Based on the exceptional and fascinating eyewitness account of a 17th century Spanish padre, Dave Horner's Shipwreck is the absorbing and true story of two immense galleons that were lost (along with hundreds of passengers and millions of pesos in treasure) to disasters at sea. Shipwreck is an extraordinary literary adventure which interweaves accounts of the many attempts throughout the past three centuries to recover the sunken treasure, including the recent discovery and salvage of one of the galleons by Dave Horner himself. Shipwreck is an outstanding history of true adventure on the high seas, past and present, which is wonderfully enhanced for the reader with 50 halftone photographic illustrations, six maps, four line drawings, seven appendices, as well as bibliographies of archival sources, institutions, original documents or primary works, and a general listing of thematically appropriate titles for further suggested readings. -- Midwest Book Review, October 12, 1999

Some people dream of buried treasure. Some read about it with fascination. A rare few take a deep breath and jump in after it. Dave Horner does all three.

Reading this book, you understand that Horner isn't just some wild-eyes adventurer. You also understand that, in being a scholar and writer as well as a treasure seeker, Horner swerves from the centuries-old salvor tradition of dive, pillage, and disappear.

Horner's book, Shipwreck, tells many tales. First, there are blow-by-blow accounts of the wrecks of two Spanish galleons: La Capitana, carrying 10 million pesos in silver coin and bullion, grounded on the reefs off the coast of Ecuador in 1654; and Maravillas, a 900-ton ocean liner, four stories tall, strewn across the white sand under the waters of the Little Bahama Bank in 1656. A sailor himself, Horner loves to melodramatize a maritime mishap, as when "The rigging clattered, the wind howled and shrieked like all the devils of hell."

Standing steady through the storms is Padre Diego Portichuelo, a priest with a wild hair up you-know-where that drove him into the company of pirates and thieves. In 1657 he published a diary of the escapades he witnessed, and his half-pious voice surfaces now and then as Horner uses him to tell the tales first-person.

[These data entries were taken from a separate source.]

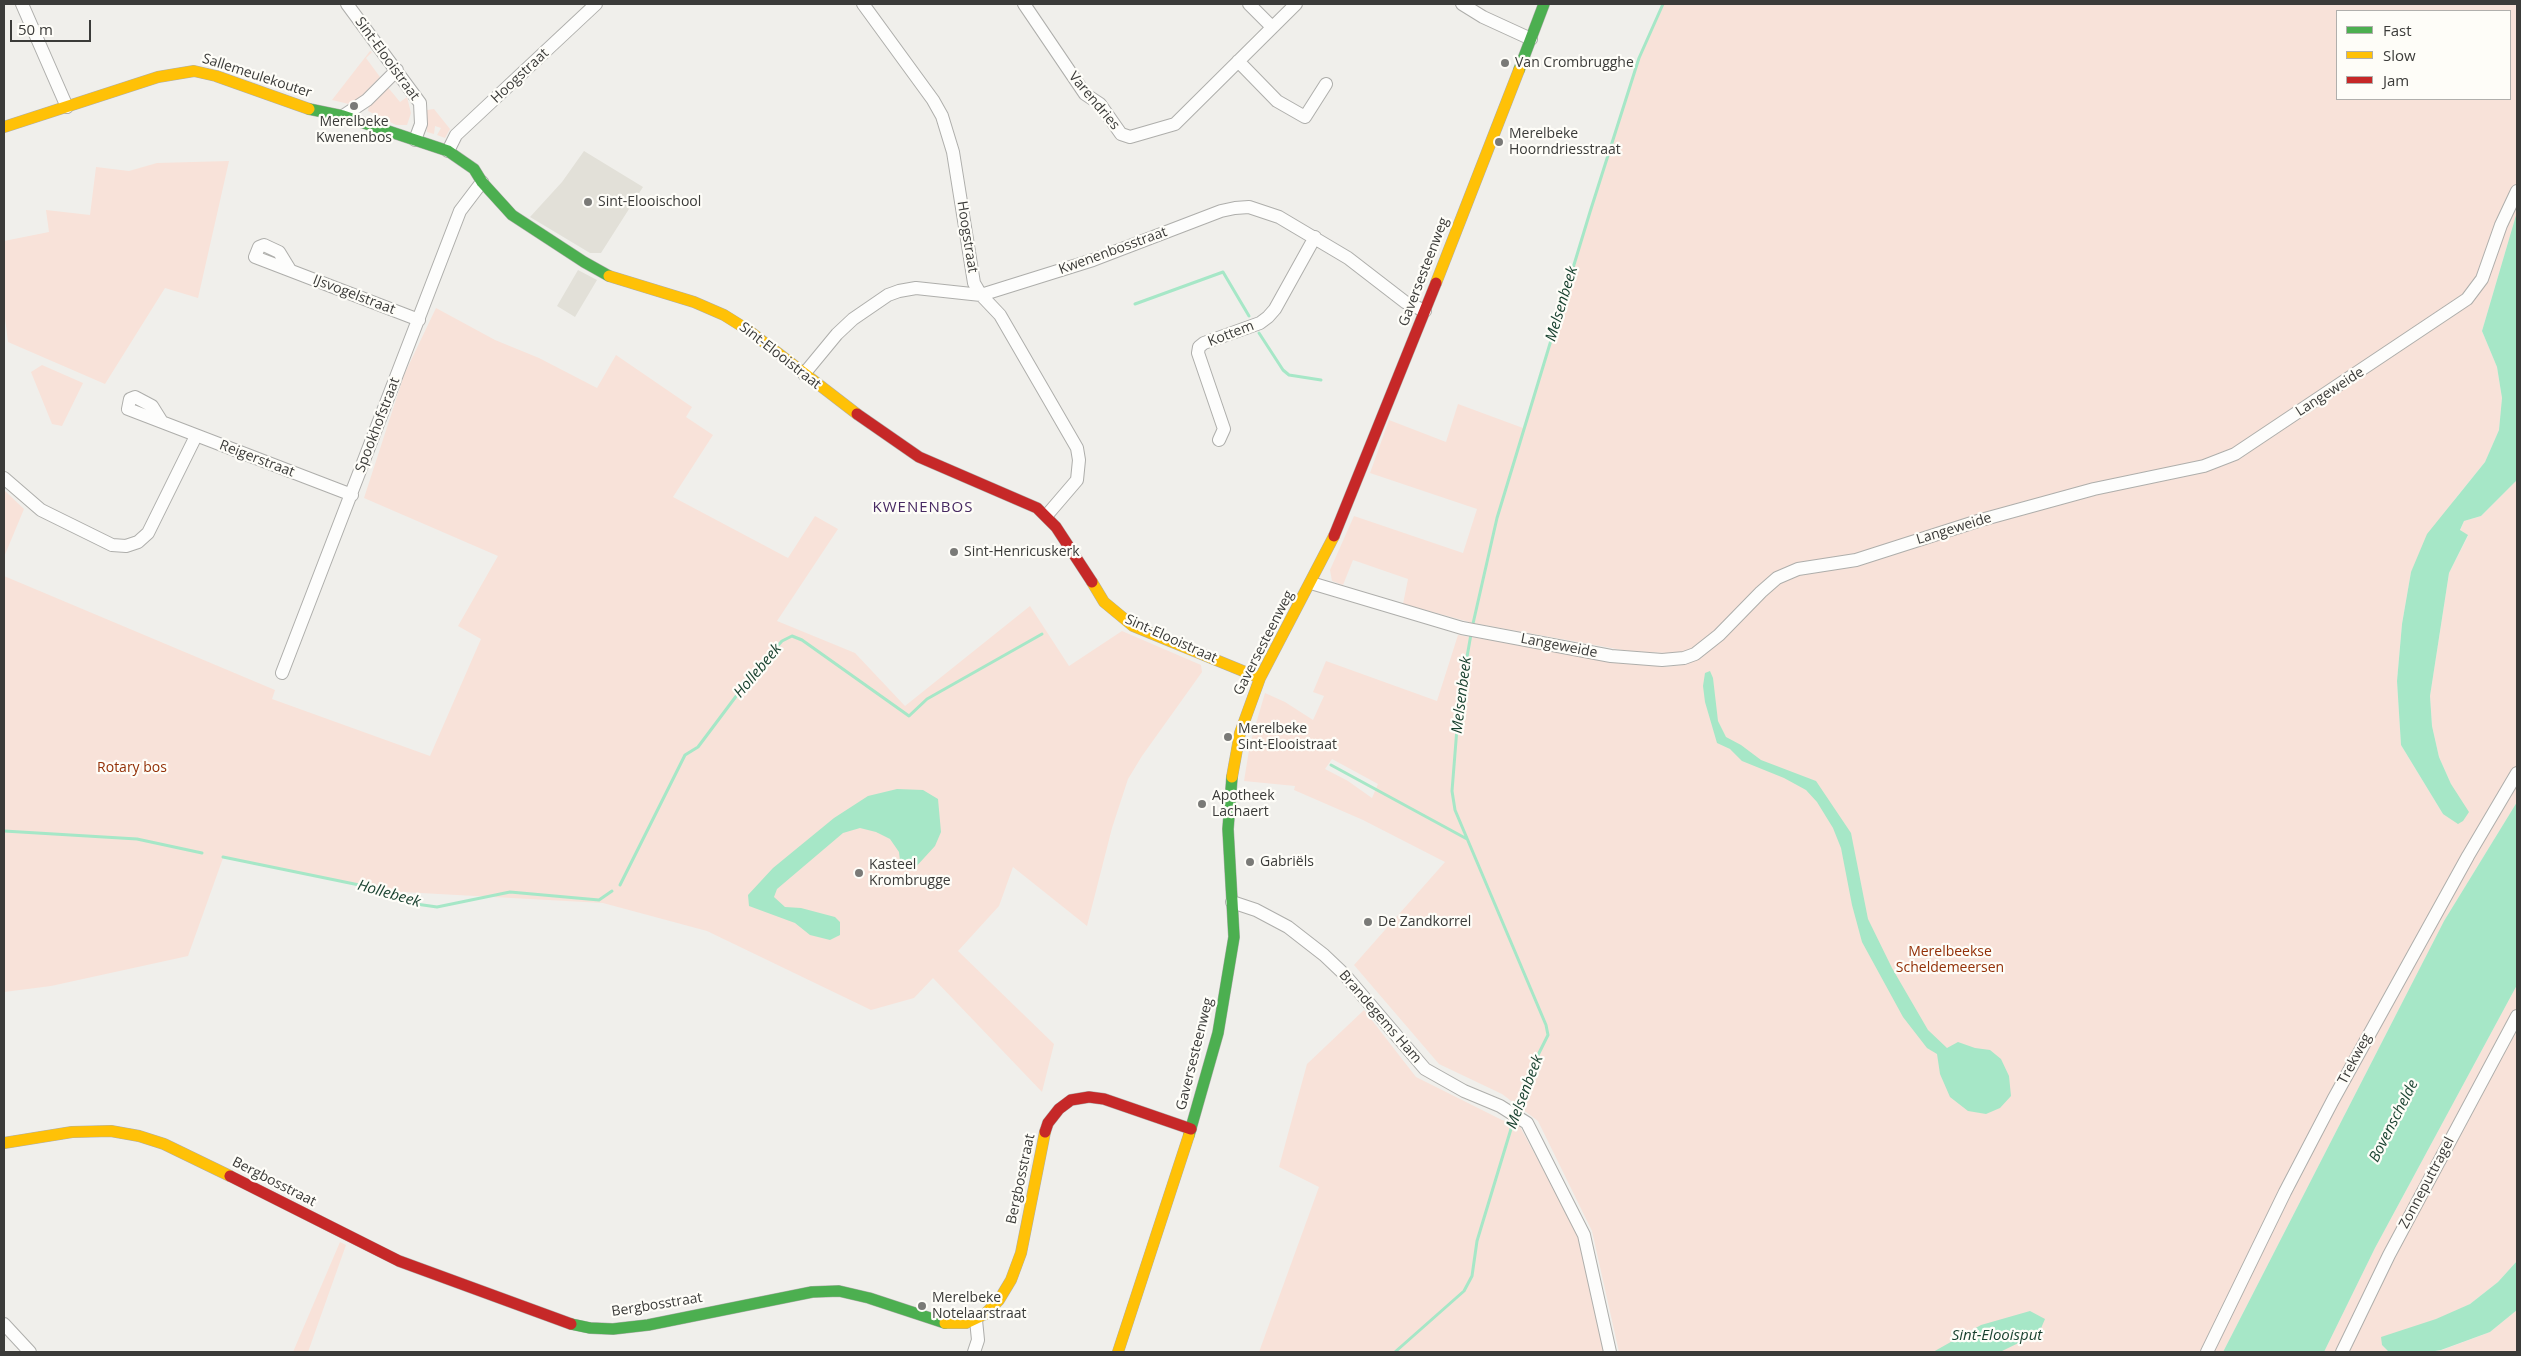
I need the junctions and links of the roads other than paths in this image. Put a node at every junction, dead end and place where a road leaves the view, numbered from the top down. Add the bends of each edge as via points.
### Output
1 (22, 4) edge
2 (347, 4) edge
3 (596, 4) edge
4 (863, 4) edge
5 (1024, 4) edge
6 (1249, 4) edge
7 (1296, 4) edge
8 (1462, 4) edge
9 (1544, 4) edge
10 (1272, 27) junction
11 (1531, 39) junction
12 (1238, 61) junction
13 (397, 70) junction
14 (1326, 84) dead end
15 (67, 107) junction
16 (343, 116) junction
17 (4, 127) edge
18 (415, 140) junction
19 (448, 151) junction
20 (482, 182) junction
21 (2517, 191) edge
22 (1315, 237) junction
23 (290, 270) dead end
24 (981, 295) junction
25 (1425, 311) junction
26 (419, 320) junction
27 (804, 374) junction
28 (162, 422) dead end
29 (196, 436) junction
30 (1219, 440) dead end
31 (4, 478) edge
32 (352, 495) junction
33 (1047, 515) junction
34 (1311, 583) junction
35 (282, 674) dead end
36 (1260, 678) junction
37 (2517, 774) edge
38 (1232, 902) junction
39 (2517, 1016) edge
40 (1191, 1129) junction
41 (4, 1143) edge
42 (976, 1320) junction
43 (4, 1324) edge
44 (30, 1352) edge
45 (974, 1352) edge
46 (1118, 1352) edge
47 (1610, 1352) edge
48 (2207, 1352) edge
49 (2342, 1352) edge

1 - 15 street
2 - 13 street, Sint-Elooistraat
3 - 19 street, Hoogstraat via 456,135
4 - 24 street, Hoogstraat via 934,100 949,133 974,283
5 - 12 street, Varendries via 1085,94 1100,104 1121,134 1130,137 1175,124
6 - 10 street
7 - 10 street, Varendries
8 - 11 street
9 - 11 street, Gaversesteenweg
10 - 12 street, Varendries
11 - 25 street, Gaversesteenweg
12 - 14 street via 1277,101 1305,117
13 - 16 street via 367,100
13 - 18 street, Sint-Elooistraat via 420,103 421,124
15 - 16 street, Sallemeulekouter via 158,77 194,71 319,112
15 - 17 street, Sallemeulekouter
16 - 18 street, Sallemeulekouter
18 - 19 street, Sint-Elooistraat
19 - 20 street, Sint-Elooistraat via 474,169
20 - 26 street, Spookhofstraat via 460,211
20 - 27 street, Sint-Elooistraat via 512,215 584,262 612,277 694,302 724,315
21 - 34 street, Langeweide via 2500,224 2482,279 2467,299 2235,454 2204,466 2094,489 1981,520 1856,560 1798,569 1777,578 1706,646 1684,658 1662,660 1610,656 1465,628
22 - 24 street, Kwenenbosstraat via 1266,211 1235,208 1093,260
22 - 25 street, Kwenenbosstraat via 1405,302
22 - 30 street, Kottem via 1268,317 1199,347 1198,353 1224,429
23 - 26 street, IJsvogelstraat
24 - 27 street, Kwenenbosstraat via 916,288 888,295 837,334
24 - 33 street, Hoogstraat via 1000,315 1077,448 1077,480
25 - 34 street, Gaversesteenweg via 1343,516
26 - 32 street, Spookhofstraat
27 - 33 street, Sint-Elooistraat via 919,457 949,472 1024,500
28 - 29 street, Reigerstraat
29 - 31 street via 148,533 138,542 126,546 112,545 41,510
29 - 32 street, Reigerstraat
32 - 35 street, Spookhofstraat
33 - 36 street, Sint-Elooistraat via 1112,611 1133,626
34 - 36 street, Gaversesteenweg
36 - 38 street, Gaversesteenweg via 1240,733 1233,768 1228,829
37 - 48 street, Trekweg via 2333,1100
38 - 40 street, Gaversesteenweg via 1234,937 1228,976 1210,1064
38 - 47 street, Brandegems Ham via 1256,910 1283,925 1324,955 1344,974 1424,1069 1521,1118 1531,1130 1584,1235
39 - 49 street, Zonneputtragel via 2389,1255
40 - 42 street, Bergbosstraat via 1104,1099 1071,1100 1059,1109 1048,1123 1021,1253 1011,1280 1000,1300
40 - 46 street, Gaversesteenweg
41 - 42 street, Bergbosstraat via 72,1132 111,1131 139,1136 210,1165 384,1254 560,1321 590,1328 648,1325 804,1294 839,1291 945,1323
42 - 45 street via 978,1340
43 - 44 street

The padre can get colorful, as when he describes pigs brought aboard, hog-tied and huddled into a galleon corner, their constant grunting shushed when a Honduran seaman "cut six-inch pieces of papaya wood and rammed the sticks well into the rectum of each swine," at which point "the only noise the pigs emitted was an occasional whistle when wind was passed through the papaya twigs." You've got to believe that Horner embellished just a bit on the good padre's diary.

The third level of story links salvors of the ages with Horner's own salvage operations, performed with significant success off the Honduran coast in 1997. To read the lists of 17th-century divers and their hauls, it's a wonder there's any treasure left in the Caribbean sands. Then, to read Horner's accounts of the bureaucratic red tape faced by 20th-century treasure seekers, it's a wonder he has anything he can bring for show and tell. -- November 9, 1999- C-Ville Weekly, Charlottesville, VA

Through this chronicle of Spanish treasure lost in the 1650s, readers learn how a series of ill-conceived decisions, accidents and English attacks caused Spain to miss out on consecutive years of its main wealth supply-the silver and gold transported from the New World through the Carrera de Indias. The missing wealth was one of the main reasons a cash-strapped Spain lost its dominant position as a world power. Horner is an undersea diving and salvage expert who spent thousands of hours piecing together historical documents and survivors' journals to formulate a narrative that is rich in detail. Most interesting are excerpts from the journals of Padre Diego, a clergyman who lived through the first shipwreck in this story, and who, on a subsequent journey a few months later, was captured by the English.

Readers are treated to a firsthand report of colonial life in the mid-1600s, the absolute insanity of sea travel at the time and the terror of maritime warfare. Upon finishing this book, one marvels at how Spain managed to attain such power considering the depth of corruption, outright thievery and, in many instances, the complete lack of qualified decision-makers in charge of New World colonies and trade routes. Recommended reading for maritime experts and the layman with an interest in history and the culture of the period. -- Today's Librarian, October 1999

Product Description
Readers' hearts have long thrilled to gripping tales of golden galleons, tossed by gales and engaged in bloody battle, as heroes triumph and cowards are vanquished in frantic search for treasure. Incredibly, such fantastic stories are now eclipsed by the phenomenal true saga of Shipwreck.

In 1654, Padre Diego Rivadeneira watched the immense Spanish galleon Capitana, "Queen of the South Seas," as she sank off Ecuador carrying treasures worth 10 million pesos. Later he was among 45 survivors when the 900-ton Maravillas sank on the wild shoals of Los Mimbres, Bahamas, burying 600 people as well as 5 million pesos in silver and gold.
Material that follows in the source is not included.